A Witness Unto Death:

Bodies of Christian Martyrs Returned to Egypt

Barnabas Fund

Last week the bodies of the 20 Egyptian Christians martyred by Islamic State (IS) in Libya in 2015 were returned to Egypt. This is a very poignant reminder of IS’s activities, their systematic killing and their brutality. A total of 21 people were beheaded by IS including one Ghanaian. According to a video of the incident posted by IS, the martyred wore orange jumpsuits and were brutally murdered at a beach location in Sirte, an IS stronghold at the time. Their bodies were recovered when the area was recaptured from IS in October last year and eventually forensically identified by doctors.

These 20 were among the many displaced Egyptians who risked their lives trying to find work in an increasingly lawless and chaotic Libya, in the aftermath of Muammar Gaddafi’s downfall in 2011. Many hundreds of Christian families have since fled their homes in North Sinai in Egypt, fearing for their lives after IS issued death threats against all Christians in the region early in 2017.


 
Many Christians will have been moved by Foxe’s Book of Martyrs account of martyrdoms such as Tyndale, who was strangled and burnt at the stake, in obedience to Christ during the Reformation. It is difficult to imagine their suffering and faithfulness “unto death” (Revelation 2:10) in the Western church today, where Christians still enjoy relatively unrestricted freedom of belief and worship. The notion of “sacrifice” as part of Christian life has become abstract and perhaps more connected with giving up time, money, resources or personal comforts in Christian service.

Egyptian Christians often call martyrdom a “second baptism”.
They consider it a glorious privilege, welcoming it and embracing it as a blessing from God. One of the 20 Egyptian martyrs in Libya could easily have escaped death. His name was one more commonly used by Muslims than by Christians. So when the IS militants separated the Muslim and Christian migrant workers, on the basis of their ID documents, they placed him with the Muslims. But he spoke up and protested that he was a Christian and wanted to go with his Christian brothers. He surely knew that he was in all probability going to his death, but it was death for Christ and therefore he chose it.

Martyrdom is an everyday reality in Egypt, connecting with the story of Christianity from its very beginning. In an age of cynicism and materialism, the 20 Egyptian martyrs, together with Ghanaian believer Matthew Aryga killed with them, remind us that some Christians are still willing to pay the ultimate price for their faith.

The past two weeks have seen many Christians die in the Central African Republic and the Democratic Republic of Congo.
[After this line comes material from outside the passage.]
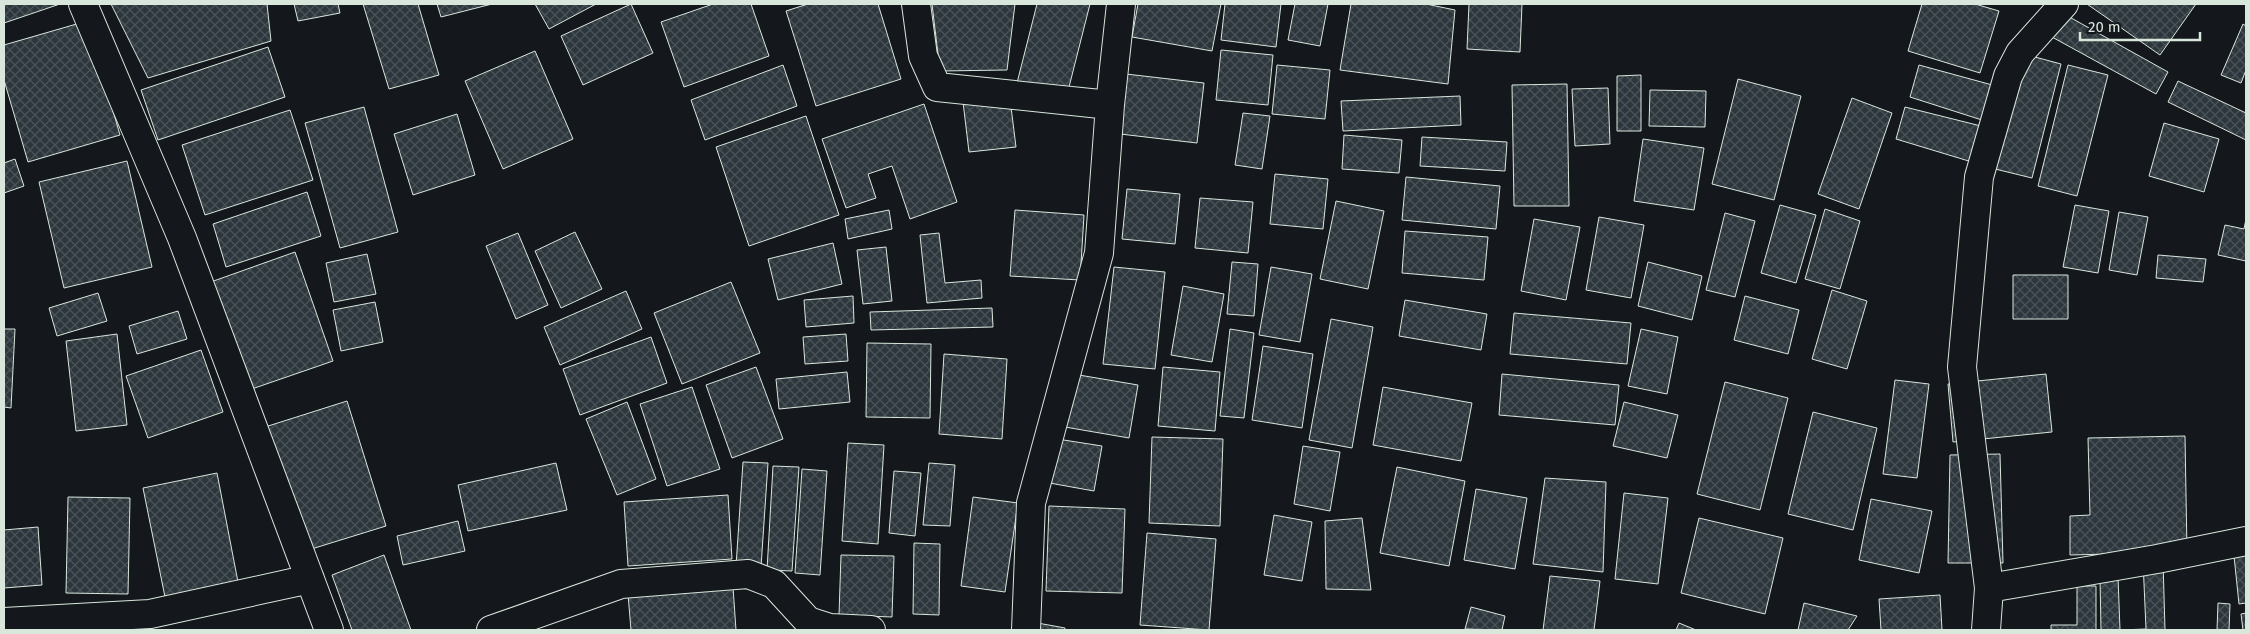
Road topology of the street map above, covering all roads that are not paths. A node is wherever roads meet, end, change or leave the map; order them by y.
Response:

On Sunday 13 May, in Surabaya on the island of Java, a family of suicide bombers targeted early morning services at three churches of different denominations killing 13. Their names are unrecorded and unknown to the wider world. Even the numbers receive little or no public mention. But they are known to God.

Martyr, from the Greek word “martus” used in the New Testament, is translated “witness”. It is used in Scripture in the senses of a witness at a judicial trial, the witness of the people of God in a general sense and, lastly, to all witnesses who have sealed their testimony with their own blood. The apostles were eyewitnesses to Christ’s life, atoning death and resurrection, whereas the martyrs of Christ, past and present day, are His “blood witnesses”. We are all called to be witnesses, whether in death or in life.